The Musée d’Orsay recently organized a showcase of Schnabel’s work, marking his first Paris exhibition in 30 years. The new show allowed him to pair some of his favorite creations alongside older work from the museum’s collection. He whipped out his iPhone to share some pictures. “So Van Gogh’s self-portrait is hanging next to my painting of Tina Chow,” he said. After flipping through a few more highlights, he got around to the point. “If you look at his painting, it’s the mirror of you,” he said. “The movie, in a sense, is a mirror of you, as well. I’m trying to reboot people’s perceptions.”

He was nonplussed by earlier interpretations of Van Gogh’s work onscreen, from last year’s animated “Loving Vincent” to Robert Altman’s “Vincent and Theo,” in large part because they hewed to conventional approaches.

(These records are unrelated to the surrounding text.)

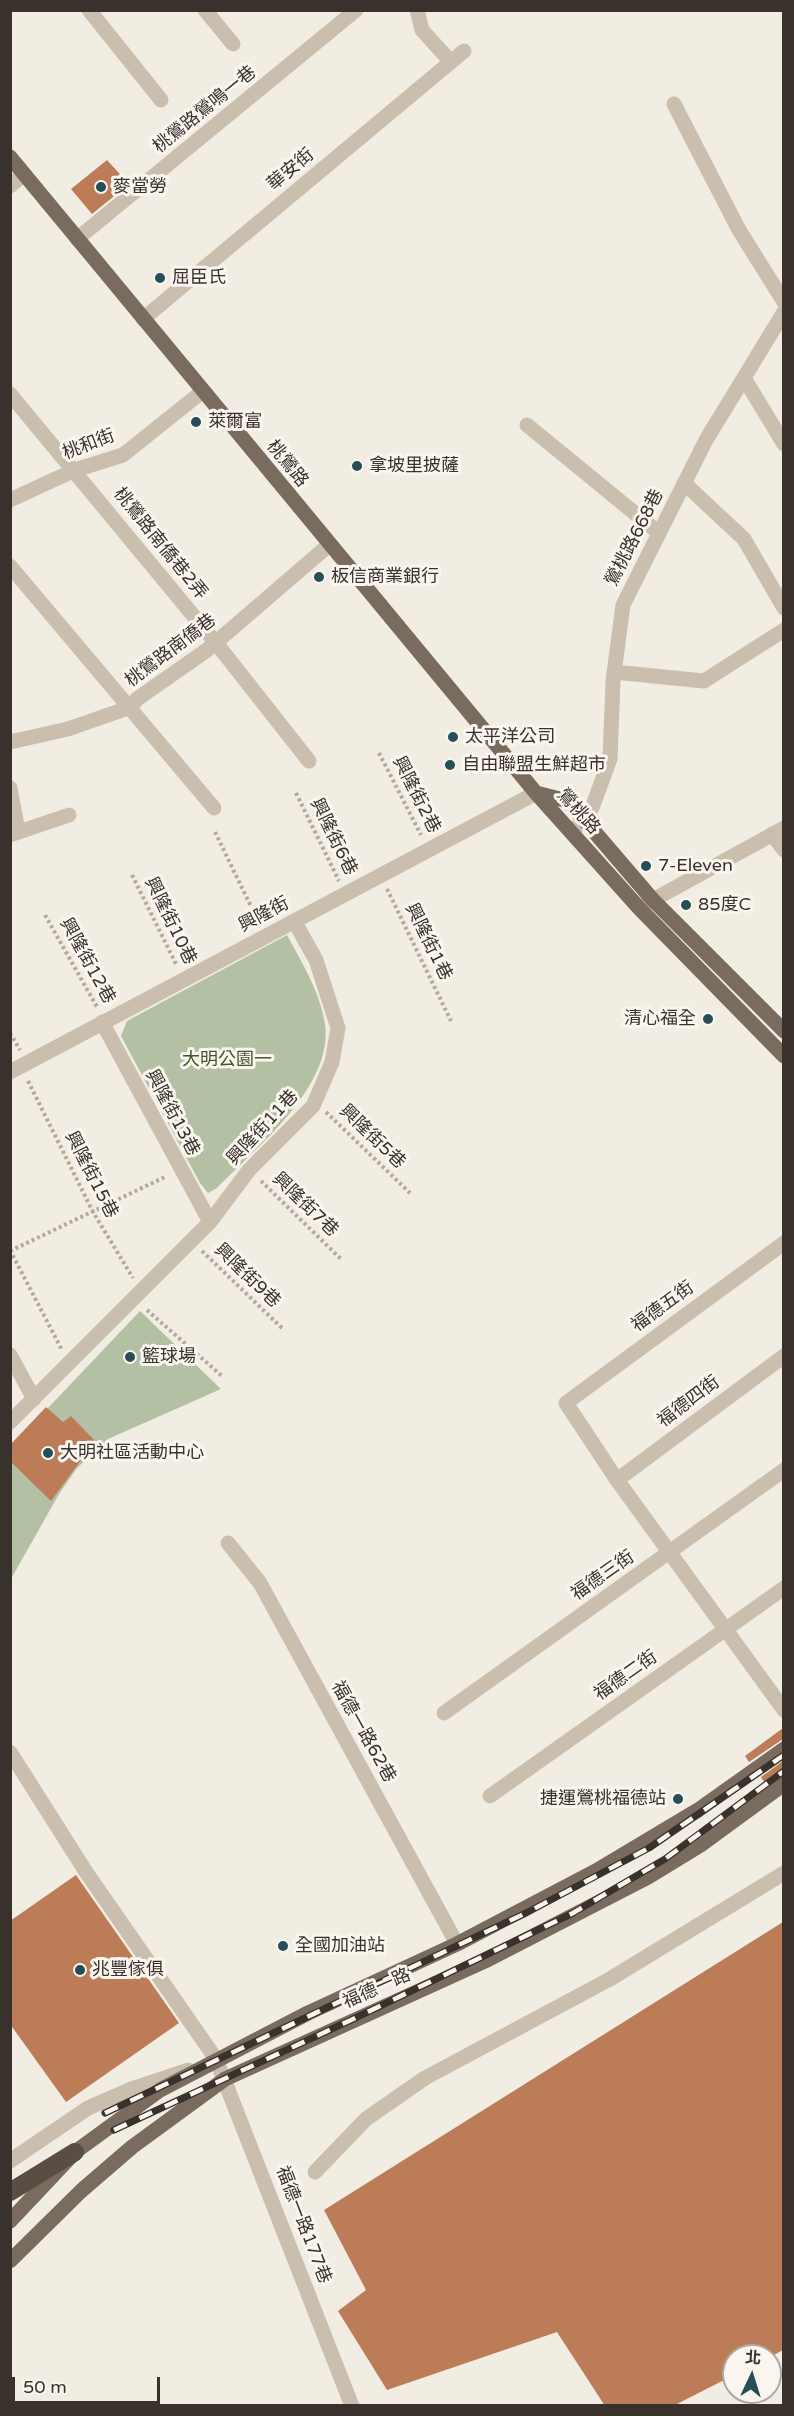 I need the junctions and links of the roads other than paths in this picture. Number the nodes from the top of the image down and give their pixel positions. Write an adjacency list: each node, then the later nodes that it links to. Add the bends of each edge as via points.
1 (89, 10): 8 (street)
2 (205, 10): 5 (street)
3 (417, 10): 7 (street, via 422,30)
4 (356, 11): 13 (street, 桃鶯路鶯鳴一巷)
5 (233, 44)
6 (464, 51): 7 (street, 華安街)
7 (451, 62): 16 (street, 華安街)
8 (161, 100)
9 (674, 104): 14 (street, via 738,230)
10 (10, 157): 11 (main road, 桃鶯路)
11 (24, 174): 12 (street); 13 (main road, 桃鶯路)
12 (10, 186)
13 (77, 238): 16 (main road, 桃鶯路)
14 (783, 302)
15 (783, 312): 17 (street, 鶯桃路668巷)
16 (143, 319): 18 (main road, 桃鶯路)
17 (744, 378): 21 (street); 23 (street, 鶯桃路668巷)
18 (203, 391): 22 (street, 桃和街, via 123,455); 26 (main road, 桃鶯路)
19 (10, 394): 22 (street, 桃鶯路南僑巷2弄)
20 (527, 425): 25 (street)
21 (783, 444)
22 (75, 470): 24 (street, 桃和街); 30 (street, 桃鶯路南僑巷2弄)
23 (684, 483): 25 (street, 鶯桃路668巷); 28 (street, via 744,538)
24 (10, 500)
25 (659, 533): 31 (street, 鶯桃路668巷, via 622,605)
26 (329, 545): 30 (street, 桃鶯路南僑巷); 36 (main road, 桃鶯路)
27 (10, 566): 32 (street)
28 (783, 608)
29 (783, 630): 31 (street, via 704,681)
30 (216, 643): 32 (street, 桃鶯路南僑巷); 34 (street, 桃鶯路南僑巷2弄)
31 (614, 672): 39 (street, 鶯桃路668巷, via 610,759)
32 (131, 707): 33 (street, 桃鶯路南僑巷, via 68,729); 37 (street)
33 (10, 742)
34 (309, 761)
35 (10, 788): 41 (street)
36 (536, 793): 39 (main road, 鶯桃路, via 568,801); 42 (main road, 鶯桃路); 46 (street, 興隆街)
37 (214, 808)
38 (69, 815): 41 (street)
39 (584, 819): 42 (street, 鶯桃路668巷); 44 (main road, 鶯桃路)
40 (778, 831): 43 (street); 44 (street)
41 (14, 833)
42 (572, 833): 45 (main road, 鶯桃路)
43 (783, 850)
44 (652, 899): 45 (street); 48 (main road, 鶯桃路)
45 (639, 908): 49 (main road, 鶯桃路)
46 (294, 921): 47 (street, 興隆街); 51 (street, 興隆街11巷, via 315,960 338,1028 332,1062 313,1106 249,1170)
47 (103, 1021): 50 (street, 興隆街); 51 (street, 興隆街13巷)
48 (783, 1031)
49 (783, 1056)
50 (16, 1070)
51 (210, 1222): 55 (street, 興隆街11巷)
52 (783, 1244): 58 (street, 福德五街, via 566,1403)
53 (10, 1355): 55 (street)
54 (783, 1356): 58 (street, 福德四街)
55 (34, 1399): 56 (street, 興隆街11巷)
56 (10, 1422)
57 (783, 1470): 60 (street, 福德三街)
58 (617, 1479): 60 (street)
59 (228, 1543): 70 (street, 福德一路62巷, via 260,1583)
60 (670, 1552): 62 (street); 64 (street, 福德三街)
61 (783, 1588): 62 (street, 福德二街)
62 (726, 1630): 63 (street); 68 (street, 福德二街)
63 (783, 1710)
64 (444, 1713)
65 (783, 1749): 70 (main road, 福德一路, via 656,1837)
66 (10, 1752): 71 (street, 福德一路177巷)
67 (783, 1784): 72 (main road, 福德一路, via 702,1844 584,1911 485,1961)
68 (490, 1796)
69 (783, 1873): 75 (street, via 610,1978 425,2078 366,2119)
70 (457, 1944): 71 (main road, 福德一路)
71 (210, 2062): 72 (street, 福德一路177巷); 73 (main road, 福德一路, via 160,2090); 74 (street, via 88,2108)
72 (225, 2079): 78 (main road, 福德一路, via 132,2147); 79 (street, 福德一路177巷)
73 (75, 2152): 76 (highway); 77 (main road, 福德一路)
74 (10, 2160)
75 (315, 2172)
76 (10, 2192)
77 (10, 2221)
78 (10, 2261)
79 (352, 2406)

For “At Eternity’s Gate,” Schnabel wanted to deconstruct Van Gogh while introducing viewers to his work from a fresh perspective. “If you want to make a painting, paint something because it didn’t exist before,” Schnabel said.

But he conceded that moviegoers needed more context. “They can’t just sit here and go, ‘What’s that?’” he said. He looked across the room. “Sit over here,” he said. Schnabel looked at a recent painting of his on the opposing wall, a broad swath of pink with a blues shape stretched across it, and a smaller yellow rectangle hovering at the top.

“You know, what is that?” he said. “I’m fine with that. People can look at it and they don’t need an explanation. But when you go to the movies, usually you want to know what happened by the end.” He shrugged. “I guess the movie is kind of more radical than other movies that are out at the moment,” he said.

The door buzzed. “What time is it? I need to go,” he said. A few moments later, fellow painter Dan Colen walked in. A contemporary of Dash Snow, Colen often paints large-scale works that bring to mind some aspects of Schnabel’s style. He admired the movie. “Most of my painting is about hovering between abstraction and figuration,” Colen said in a phone conversation later. “This movie allows us to consider abstraction at the same time as narrative, creating a more open-ended experience. …This is what I relate to. He constructs that ambiguity between narrative and pure visual splendor on the framework of Van Gogh’s mental erosion. It’s very cool that Julian takes that on.”

Colen noticed a through-line in Schnabel’s film work. “It’s not that different from Basquiat,” Colen said. “These are people who were so important. The biographies often can help generate excitement around an artist’s work and help a wider audience relate to it, but that same kind of energy can backfire. My biggest struggle as an artist is trying to communicate the experience of the process to my audience, which is impossible to do in a literal way. A lot of the movie is about Julian’s intimate relationship of putting paint onto a canvas.”

Schnabel himself wrestled with how much of his own experiences come through in his work. “I mean, why does anybody make a movie? Or why does anybody make a painting?” he said. “Why does anybody make anything? One is to make it for yourself. The other is to share it with other people. If you’re going to show it to somebody else, then a whole other set of variables comes in.”

Eager to move on to his appointment with Colen, Schnabel opened the door and pressed the down button on the elevator. “The impulse of why to do this work engenders many different kinds of personalities, ambitions, and reasons,” he said. “Jean Renoir said the problem with the world is that everybody’s got their reasons. Anyway.” He paused as the elevator doors opened, and his reflection stared back from within. Finally, he said, “I think that this film is probably the closest to where form and content have converged for me.”

CBS Films is now playing “At Eternity’s Gate” in select theaters nationwide.